The woman, Courtney Easter, filed the suit Wednesday in St. Louis Circuit Court. Easter is claiming that the Alpha Kappa Alpha sorority, its top officers and several of its members had roles in a car accident on Oct. 31, 2003, in which she was severely injured.
Easter was being initiated into the sorority along with several other area college students. She was a passenger in a car driven by fellow initiate and SLU student Tracey Randall, the suit says. James A. Fox, Easter's attorney, said the two were among a group of women being hazed by sorority members.
That hazing, according to Fox, included sleep deprivation. Sorority members made the initiates stay in the same apartment and then repeatedly called their cell phones over five consecutive nights, forcing them to stay awake.
"They hadn't slept in days," Fox said.
When four of the women, all SLU students, got into a car to go to classes early that Halloween, each fell asleep - including Randall, the driver, Fox said. The car crashed into a traffic control box at or near Grand Avenue and Delmar Boulevard, he said.
Easter, a senior at the time, nearly died, Fox said. She suffered head and chest injuries, including brain damage, he said. She now lives with her parents in the Chicago area and is enrolled in a community college, Fox said.

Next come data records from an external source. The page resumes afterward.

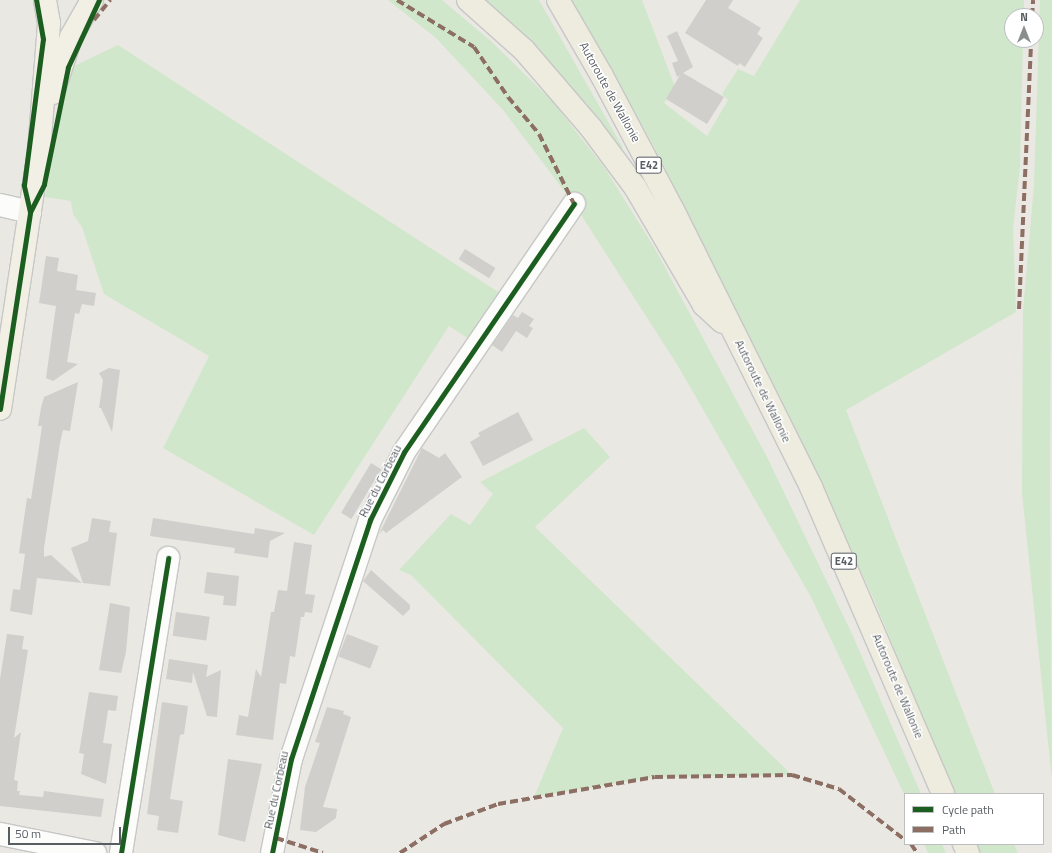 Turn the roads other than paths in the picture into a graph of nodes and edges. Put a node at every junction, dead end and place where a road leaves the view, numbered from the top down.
1 (45, 0) edge
2 (92, 0) edge
3 (468, 0) edge
4 (558, 0) edge
5 (39, 151) junction
6 (574, 204) dead end
7 (0, 205) edge
8 (30, 212) junction
9 (735, 333) junction
10 (0, 409) edge
11 (168, 558) dead end
12 (943, 793) edge
13 (0, 834) edge
14 (95, 853) edge
15 (121, 853) edge
16 (272, 853) edge

1 - 5 main road
2 - 5 main road
3 - 9 highway
4 - 9 highway, Autoroute de Wallonie / E42
5 - 8 main road
6 - 16 street, Rue du Corbeau
7 - 8 street
8 - 10 main road
9 - 12 highway, Autoroute de Wallonie / E42
11 - 15 street
13 - 14 street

In addition to those believed to be directly involved in the accident and what led up to it, Easter is suing the Chicago-based sorority, the sorority's executive director, Betty N. James, and other officials.
The sorority's national officers "haven't chosen to accept responsibility," Fox said. "They just said our investigation showed . . . that there was no improper behavior.

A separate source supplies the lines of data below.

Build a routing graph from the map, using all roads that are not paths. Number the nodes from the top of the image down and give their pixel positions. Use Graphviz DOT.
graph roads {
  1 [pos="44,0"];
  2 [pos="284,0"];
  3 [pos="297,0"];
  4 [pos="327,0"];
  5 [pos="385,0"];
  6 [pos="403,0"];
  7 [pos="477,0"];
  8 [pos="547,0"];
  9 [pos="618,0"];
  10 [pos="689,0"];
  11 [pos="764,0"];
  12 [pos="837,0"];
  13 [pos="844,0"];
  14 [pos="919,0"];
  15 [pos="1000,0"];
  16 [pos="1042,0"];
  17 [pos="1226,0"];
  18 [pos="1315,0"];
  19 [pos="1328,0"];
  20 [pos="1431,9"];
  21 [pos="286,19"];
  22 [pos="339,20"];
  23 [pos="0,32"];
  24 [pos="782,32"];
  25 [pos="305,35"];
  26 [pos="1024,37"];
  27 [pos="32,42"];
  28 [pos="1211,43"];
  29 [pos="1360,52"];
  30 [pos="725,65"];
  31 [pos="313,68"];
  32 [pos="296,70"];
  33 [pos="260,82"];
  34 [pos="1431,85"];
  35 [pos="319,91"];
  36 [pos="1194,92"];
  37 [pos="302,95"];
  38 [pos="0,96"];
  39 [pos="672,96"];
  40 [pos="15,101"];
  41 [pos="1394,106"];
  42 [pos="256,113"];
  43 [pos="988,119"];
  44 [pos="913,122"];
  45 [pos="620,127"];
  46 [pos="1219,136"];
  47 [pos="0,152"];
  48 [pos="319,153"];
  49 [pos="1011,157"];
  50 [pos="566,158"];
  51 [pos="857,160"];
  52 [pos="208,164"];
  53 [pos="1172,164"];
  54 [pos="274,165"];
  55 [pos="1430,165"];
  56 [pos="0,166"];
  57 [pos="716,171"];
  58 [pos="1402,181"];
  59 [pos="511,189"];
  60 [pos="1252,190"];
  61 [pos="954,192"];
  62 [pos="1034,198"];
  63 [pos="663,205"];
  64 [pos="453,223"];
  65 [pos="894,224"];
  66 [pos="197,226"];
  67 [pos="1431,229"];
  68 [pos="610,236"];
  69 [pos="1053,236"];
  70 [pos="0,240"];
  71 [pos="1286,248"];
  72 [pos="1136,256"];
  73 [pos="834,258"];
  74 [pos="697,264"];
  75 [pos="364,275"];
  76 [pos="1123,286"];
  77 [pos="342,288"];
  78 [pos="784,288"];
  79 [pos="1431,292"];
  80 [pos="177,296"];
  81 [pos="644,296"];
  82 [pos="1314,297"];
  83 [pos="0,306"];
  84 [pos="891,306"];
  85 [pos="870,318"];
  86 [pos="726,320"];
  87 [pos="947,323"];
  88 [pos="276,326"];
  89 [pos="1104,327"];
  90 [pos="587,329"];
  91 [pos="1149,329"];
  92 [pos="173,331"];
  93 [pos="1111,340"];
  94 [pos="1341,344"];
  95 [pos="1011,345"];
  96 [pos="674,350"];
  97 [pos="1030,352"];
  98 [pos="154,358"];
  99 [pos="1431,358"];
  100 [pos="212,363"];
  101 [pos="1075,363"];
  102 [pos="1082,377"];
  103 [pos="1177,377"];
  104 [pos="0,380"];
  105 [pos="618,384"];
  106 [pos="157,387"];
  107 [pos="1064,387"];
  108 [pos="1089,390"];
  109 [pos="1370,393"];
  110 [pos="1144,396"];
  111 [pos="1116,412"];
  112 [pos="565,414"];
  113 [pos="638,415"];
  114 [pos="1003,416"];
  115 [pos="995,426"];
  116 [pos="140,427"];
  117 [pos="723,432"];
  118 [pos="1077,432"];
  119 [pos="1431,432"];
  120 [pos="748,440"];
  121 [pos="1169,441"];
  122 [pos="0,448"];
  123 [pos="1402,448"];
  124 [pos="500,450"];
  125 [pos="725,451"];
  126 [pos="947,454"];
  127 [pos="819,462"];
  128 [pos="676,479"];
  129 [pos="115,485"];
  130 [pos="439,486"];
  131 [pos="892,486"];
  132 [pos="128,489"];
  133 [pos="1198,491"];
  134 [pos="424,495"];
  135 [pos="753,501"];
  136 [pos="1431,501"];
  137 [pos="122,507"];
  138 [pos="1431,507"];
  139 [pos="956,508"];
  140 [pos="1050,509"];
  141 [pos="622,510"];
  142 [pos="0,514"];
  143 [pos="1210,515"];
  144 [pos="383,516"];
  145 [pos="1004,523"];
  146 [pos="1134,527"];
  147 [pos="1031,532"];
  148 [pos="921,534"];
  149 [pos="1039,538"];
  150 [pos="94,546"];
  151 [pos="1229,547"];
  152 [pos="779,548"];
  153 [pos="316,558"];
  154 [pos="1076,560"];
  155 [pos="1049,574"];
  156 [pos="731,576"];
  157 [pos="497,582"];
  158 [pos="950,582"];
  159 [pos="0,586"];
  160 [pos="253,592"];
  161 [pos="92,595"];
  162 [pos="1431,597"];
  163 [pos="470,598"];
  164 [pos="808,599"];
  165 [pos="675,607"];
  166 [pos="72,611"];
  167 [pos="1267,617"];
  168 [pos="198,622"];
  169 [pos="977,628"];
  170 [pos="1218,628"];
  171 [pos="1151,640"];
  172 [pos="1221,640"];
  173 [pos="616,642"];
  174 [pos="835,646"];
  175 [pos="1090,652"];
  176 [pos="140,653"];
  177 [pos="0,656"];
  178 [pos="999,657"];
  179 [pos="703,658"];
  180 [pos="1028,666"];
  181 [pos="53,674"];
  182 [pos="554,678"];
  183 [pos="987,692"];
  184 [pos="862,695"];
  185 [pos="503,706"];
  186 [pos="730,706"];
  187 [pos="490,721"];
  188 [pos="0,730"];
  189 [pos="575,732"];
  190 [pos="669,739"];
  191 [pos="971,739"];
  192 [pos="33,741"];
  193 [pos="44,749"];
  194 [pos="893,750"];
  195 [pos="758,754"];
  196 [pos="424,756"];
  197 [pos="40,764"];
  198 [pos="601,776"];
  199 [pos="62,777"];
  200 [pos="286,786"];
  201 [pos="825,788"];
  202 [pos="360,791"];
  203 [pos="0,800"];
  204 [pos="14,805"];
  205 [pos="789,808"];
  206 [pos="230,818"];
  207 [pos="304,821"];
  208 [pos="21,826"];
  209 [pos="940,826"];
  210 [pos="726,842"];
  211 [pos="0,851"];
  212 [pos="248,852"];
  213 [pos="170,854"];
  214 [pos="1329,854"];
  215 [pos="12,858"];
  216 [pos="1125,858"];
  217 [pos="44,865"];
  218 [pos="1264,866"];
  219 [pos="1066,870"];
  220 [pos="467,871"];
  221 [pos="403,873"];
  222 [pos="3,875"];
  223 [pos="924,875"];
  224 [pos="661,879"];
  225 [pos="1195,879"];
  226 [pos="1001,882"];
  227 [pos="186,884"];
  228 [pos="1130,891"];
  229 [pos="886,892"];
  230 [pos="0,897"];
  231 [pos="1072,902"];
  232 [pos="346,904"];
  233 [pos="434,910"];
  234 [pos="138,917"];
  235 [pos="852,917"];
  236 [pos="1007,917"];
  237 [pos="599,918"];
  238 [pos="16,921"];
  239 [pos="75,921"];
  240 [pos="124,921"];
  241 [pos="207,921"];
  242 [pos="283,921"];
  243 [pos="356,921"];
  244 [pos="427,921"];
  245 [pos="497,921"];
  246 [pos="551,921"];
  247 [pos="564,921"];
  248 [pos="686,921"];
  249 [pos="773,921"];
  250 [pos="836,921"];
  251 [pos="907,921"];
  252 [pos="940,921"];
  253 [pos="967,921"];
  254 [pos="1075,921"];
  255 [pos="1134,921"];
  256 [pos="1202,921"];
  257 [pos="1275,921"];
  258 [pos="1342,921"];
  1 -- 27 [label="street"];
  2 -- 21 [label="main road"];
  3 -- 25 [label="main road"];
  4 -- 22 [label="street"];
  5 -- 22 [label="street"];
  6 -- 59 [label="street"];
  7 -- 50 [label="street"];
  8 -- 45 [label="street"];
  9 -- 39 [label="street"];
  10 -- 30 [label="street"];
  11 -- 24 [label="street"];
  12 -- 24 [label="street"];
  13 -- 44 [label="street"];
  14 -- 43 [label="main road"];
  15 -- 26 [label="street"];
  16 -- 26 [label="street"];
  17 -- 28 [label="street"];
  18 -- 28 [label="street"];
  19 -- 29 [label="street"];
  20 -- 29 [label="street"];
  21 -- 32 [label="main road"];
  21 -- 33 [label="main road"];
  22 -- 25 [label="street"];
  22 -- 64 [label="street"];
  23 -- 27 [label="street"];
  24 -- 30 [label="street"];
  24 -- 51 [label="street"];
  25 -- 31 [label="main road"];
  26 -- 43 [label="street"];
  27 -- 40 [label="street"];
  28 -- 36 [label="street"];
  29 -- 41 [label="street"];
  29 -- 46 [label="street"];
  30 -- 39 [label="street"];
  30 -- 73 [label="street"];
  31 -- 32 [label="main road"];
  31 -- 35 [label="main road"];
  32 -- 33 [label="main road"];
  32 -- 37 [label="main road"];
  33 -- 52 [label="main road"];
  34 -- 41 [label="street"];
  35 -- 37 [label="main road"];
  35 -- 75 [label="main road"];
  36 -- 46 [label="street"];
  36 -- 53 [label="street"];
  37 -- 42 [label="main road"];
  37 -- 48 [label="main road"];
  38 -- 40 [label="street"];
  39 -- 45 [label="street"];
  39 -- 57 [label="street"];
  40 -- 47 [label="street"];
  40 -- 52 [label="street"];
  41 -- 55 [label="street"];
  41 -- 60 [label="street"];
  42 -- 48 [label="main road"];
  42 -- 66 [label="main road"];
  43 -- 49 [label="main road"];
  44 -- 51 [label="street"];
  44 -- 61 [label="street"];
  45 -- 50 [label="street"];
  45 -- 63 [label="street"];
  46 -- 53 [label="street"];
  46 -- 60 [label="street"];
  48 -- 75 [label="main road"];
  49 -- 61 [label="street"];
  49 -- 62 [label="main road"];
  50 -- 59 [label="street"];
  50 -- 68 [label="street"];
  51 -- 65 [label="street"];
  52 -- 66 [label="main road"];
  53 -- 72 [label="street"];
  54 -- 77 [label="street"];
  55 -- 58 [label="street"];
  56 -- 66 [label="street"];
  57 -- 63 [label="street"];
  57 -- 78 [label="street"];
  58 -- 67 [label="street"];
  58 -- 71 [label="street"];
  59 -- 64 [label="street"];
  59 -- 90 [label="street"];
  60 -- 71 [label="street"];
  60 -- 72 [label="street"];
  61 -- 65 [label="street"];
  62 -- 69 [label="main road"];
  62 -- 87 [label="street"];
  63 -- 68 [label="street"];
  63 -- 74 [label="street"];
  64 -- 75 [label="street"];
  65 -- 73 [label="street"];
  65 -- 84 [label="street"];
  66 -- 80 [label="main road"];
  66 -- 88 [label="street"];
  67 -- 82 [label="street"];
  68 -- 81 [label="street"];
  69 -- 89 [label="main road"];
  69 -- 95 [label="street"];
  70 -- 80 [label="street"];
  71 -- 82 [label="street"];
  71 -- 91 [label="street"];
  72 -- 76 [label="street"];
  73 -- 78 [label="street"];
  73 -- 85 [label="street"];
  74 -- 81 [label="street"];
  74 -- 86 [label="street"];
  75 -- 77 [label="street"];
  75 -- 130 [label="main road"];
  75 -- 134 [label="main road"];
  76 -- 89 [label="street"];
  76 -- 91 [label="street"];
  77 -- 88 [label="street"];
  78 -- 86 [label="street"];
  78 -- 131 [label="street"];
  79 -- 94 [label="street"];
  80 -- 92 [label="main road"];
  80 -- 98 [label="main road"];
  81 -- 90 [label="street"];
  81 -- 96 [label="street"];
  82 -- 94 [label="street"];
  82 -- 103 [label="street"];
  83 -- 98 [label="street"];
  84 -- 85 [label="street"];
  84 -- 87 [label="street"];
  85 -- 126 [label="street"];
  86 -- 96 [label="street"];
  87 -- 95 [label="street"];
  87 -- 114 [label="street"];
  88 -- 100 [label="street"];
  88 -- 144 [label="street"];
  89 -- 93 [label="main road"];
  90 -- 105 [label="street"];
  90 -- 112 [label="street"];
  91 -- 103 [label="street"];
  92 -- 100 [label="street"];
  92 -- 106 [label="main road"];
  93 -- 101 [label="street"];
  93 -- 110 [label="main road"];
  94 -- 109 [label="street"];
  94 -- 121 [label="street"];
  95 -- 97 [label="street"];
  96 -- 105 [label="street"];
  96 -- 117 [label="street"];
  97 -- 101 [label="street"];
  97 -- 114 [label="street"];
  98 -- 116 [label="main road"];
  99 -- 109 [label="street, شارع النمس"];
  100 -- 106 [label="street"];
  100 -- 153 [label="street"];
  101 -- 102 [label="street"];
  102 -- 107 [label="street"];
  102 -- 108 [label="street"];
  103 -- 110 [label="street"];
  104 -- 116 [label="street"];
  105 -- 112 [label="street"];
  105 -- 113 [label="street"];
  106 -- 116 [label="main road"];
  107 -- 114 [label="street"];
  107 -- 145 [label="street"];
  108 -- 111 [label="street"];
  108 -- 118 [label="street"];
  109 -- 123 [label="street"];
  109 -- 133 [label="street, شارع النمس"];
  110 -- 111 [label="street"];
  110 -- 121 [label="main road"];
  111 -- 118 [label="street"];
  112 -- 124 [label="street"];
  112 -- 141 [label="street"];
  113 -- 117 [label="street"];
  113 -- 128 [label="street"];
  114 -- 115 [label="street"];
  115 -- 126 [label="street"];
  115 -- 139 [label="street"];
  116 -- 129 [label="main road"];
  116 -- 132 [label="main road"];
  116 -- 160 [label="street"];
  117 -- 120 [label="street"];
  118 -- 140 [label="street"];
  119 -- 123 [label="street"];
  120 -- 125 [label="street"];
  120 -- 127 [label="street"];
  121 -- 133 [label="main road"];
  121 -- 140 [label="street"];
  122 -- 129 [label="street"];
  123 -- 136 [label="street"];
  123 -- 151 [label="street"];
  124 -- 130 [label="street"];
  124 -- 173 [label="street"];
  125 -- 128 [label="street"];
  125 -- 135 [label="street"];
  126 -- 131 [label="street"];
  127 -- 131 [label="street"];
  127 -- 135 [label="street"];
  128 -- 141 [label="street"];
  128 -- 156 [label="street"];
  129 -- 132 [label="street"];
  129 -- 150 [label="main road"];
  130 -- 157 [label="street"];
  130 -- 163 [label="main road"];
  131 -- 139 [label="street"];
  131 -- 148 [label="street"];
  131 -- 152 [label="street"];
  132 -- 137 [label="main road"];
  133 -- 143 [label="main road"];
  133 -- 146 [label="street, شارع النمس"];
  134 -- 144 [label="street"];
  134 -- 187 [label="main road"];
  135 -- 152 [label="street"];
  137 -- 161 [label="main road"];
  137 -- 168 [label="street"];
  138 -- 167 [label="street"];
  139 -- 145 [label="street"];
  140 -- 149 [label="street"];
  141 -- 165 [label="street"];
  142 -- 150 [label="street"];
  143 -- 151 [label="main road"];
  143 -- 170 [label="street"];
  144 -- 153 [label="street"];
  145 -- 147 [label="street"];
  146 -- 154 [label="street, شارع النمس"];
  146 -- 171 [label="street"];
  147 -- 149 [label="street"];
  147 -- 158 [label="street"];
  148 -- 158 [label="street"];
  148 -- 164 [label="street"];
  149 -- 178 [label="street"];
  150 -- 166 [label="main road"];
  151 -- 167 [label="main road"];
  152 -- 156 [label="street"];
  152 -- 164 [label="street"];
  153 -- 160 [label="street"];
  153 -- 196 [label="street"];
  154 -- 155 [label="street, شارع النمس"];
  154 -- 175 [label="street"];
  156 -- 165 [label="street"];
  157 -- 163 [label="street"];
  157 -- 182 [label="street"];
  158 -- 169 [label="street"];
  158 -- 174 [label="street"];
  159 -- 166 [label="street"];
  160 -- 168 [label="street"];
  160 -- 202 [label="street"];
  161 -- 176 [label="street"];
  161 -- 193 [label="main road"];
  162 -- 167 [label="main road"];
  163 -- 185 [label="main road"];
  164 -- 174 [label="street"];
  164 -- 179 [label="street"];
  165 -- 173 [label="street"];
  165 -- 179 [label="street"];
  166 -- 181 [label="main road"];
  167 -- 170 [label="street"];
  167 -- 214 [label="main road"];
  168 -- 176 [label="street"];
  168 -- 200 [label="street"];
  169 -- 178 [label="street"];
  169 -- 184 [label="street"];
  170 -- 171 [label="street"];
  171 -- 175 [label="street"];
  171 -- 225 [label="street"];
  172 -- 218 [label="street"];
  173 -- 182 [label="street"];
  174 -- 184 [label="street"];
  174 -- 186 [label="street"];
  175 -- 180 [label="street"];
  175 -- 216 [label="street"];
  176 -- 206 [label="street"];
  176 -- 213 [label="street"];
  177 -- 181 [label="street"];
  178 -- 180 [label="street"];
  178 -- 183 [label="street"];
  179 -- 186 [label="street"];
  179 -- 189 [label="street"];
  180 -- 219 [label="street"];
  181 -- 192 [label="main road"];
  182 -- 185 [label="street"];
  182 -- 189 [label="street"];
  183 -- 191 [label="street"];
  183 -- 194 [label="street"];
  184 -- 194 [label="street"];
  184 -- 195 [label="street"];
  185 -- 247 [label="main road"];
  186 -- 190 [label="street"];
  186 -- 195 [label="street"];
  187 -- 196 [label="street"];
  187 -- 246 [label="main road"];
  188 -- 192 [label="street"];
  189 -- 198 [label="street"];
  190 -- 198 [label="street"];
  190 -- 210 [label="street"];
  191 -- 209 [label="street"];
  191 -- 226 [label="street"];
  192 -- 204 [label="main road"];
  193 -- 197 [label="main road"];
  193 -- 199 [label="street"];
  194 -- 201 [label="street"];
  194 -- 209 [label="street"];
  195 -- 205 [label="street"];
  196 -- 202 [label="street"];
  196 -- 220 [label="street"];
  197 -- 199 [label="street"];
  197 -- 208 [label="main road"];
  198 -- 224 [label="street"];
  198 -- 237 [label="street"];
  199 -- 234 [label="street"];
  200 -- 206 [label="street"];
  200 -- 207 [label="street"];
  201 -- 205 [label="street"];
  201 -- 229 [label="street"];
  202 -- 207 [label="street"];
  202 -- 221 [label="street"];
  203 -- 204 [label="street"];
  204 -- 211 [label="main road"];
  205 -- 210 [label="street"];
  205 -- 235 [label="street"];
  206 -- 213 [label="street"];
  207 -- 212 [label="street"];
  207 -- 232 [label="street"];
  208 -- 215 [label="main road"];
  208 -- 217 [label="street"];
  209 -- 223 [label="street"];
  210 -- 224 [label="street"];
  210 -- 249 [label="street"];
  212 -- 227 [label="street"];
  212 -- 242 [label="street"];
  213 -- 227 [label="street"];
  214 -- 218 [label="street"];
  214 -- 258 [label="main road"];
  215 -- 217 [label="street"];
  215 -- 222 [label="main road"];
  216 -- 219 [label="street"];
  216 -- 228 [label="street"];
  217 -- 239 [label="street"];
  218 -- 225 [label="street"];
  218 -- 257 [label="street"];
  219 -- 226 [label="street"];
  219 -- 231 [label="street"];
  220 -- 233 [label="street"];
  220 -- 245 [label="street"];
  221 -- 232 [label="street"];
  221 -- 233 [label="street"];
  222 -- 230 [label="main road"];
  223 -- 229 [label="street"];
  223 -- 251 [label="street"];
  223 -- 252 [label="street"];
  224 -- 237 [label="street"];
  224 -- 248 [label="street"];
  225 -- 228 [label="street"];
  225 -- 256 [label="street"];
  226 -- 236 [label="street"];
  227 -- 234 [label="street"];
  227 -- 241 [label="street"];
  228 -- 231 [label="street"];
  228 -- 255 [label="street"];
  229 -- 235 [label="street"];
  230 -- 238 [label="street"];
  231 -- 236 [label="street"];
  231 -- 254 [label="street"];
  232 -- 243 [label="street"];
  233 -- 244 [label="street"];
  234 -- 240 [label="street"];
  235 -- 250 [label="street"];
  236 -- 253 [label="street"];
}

The suit also names the sorority's St. Louis-based Beta Delta chapter, some of its officials and several members, including Randall.

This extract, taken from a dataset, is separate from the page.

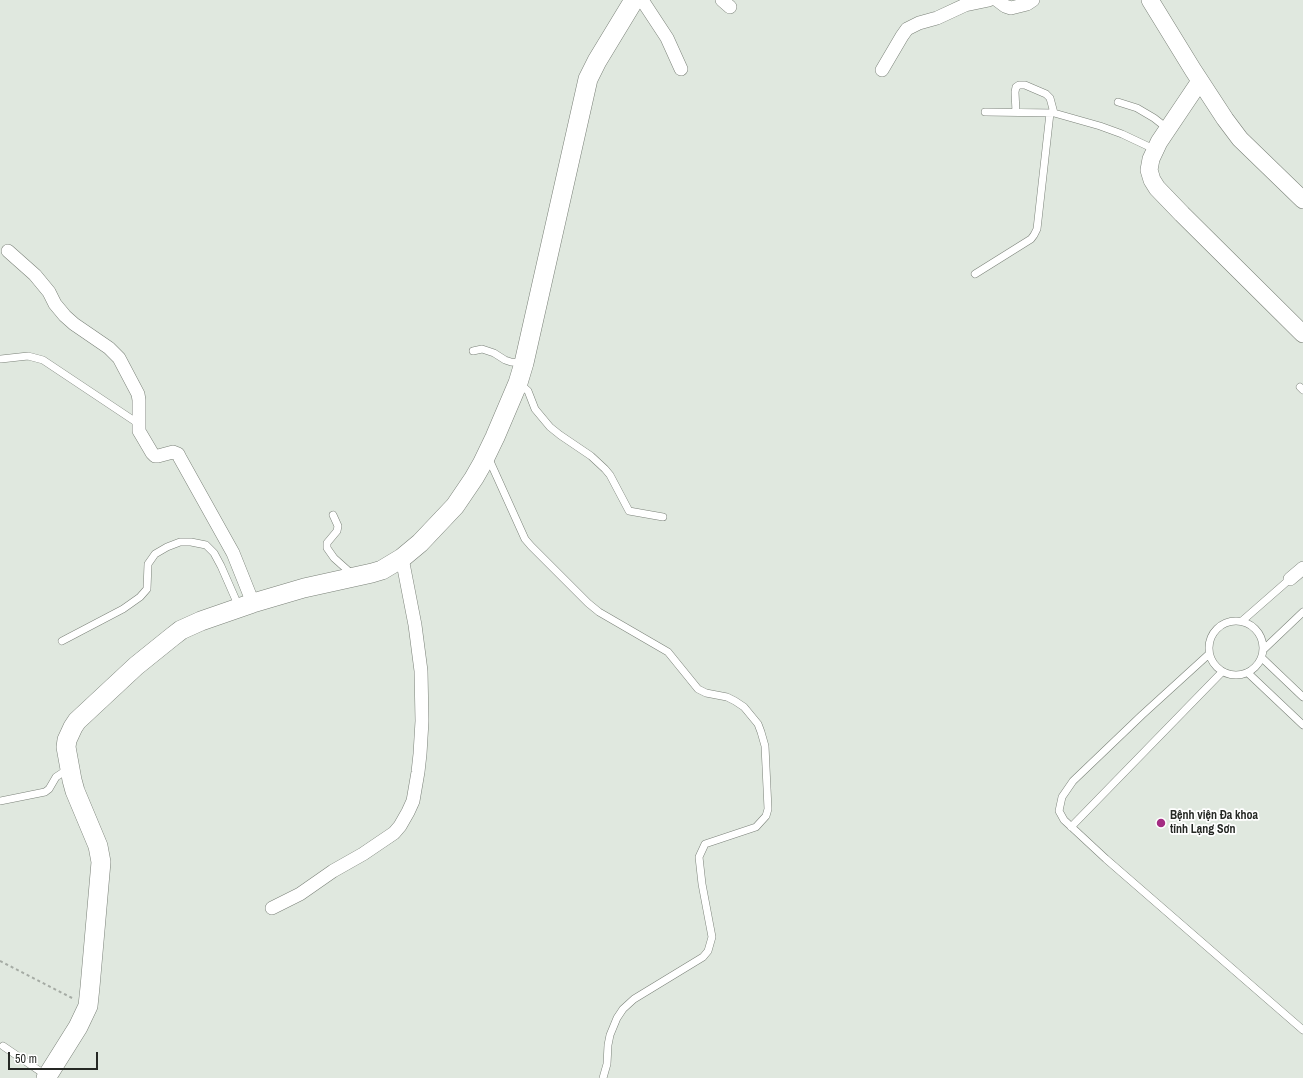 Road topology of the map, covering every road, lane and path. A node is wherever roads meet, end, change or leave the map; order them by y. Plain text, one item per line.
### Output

A call to James in the sorority's Chicago office was not returned Thursday.
Randall returned a phone call but said she could not comment on the case.
A SLU spokesman said the sorority is not considered a SLU organization, nor is it associated with the university. A Washington University spokeswoman said the university does recognize the sorority, along with three other citywide, historically black sororities and five such fraternities.
Alpha Kappa Alpha, which claims Maya Angelou, Toni Morrison and Jada Pinkett Smith among its alumnae, was the subject of a hazing-related lawsuit settled in November.
The sorority was sued after the deaths Sept. 9, 2002, of two Cal State-Los Angeles students who drowned in what their families claimed was a hazing ritual at a beach. Kristin High and Kenitha Saafir drowned during what police detectives and coroner's deputies concluded was a group exercise involving sorority members, according to the Los Angeles Times. High's mother believed that sorority members led her daughter and the other victim into dangerous waters tied and blindfolded.
Angela Reddock, the attorney who represented High's family, said the sorority had agreed to settle with the families for a confidential sum of money and with the understanding that it would make anti-hazing and initiation-related reforms.
The sorority's Web site details an "anti-hazing policy," which says anyone who violates the policy risks suspension or permanent expulsion from the organization. The Web site also lists suspended chapters; Beta Delta chapter is not among them.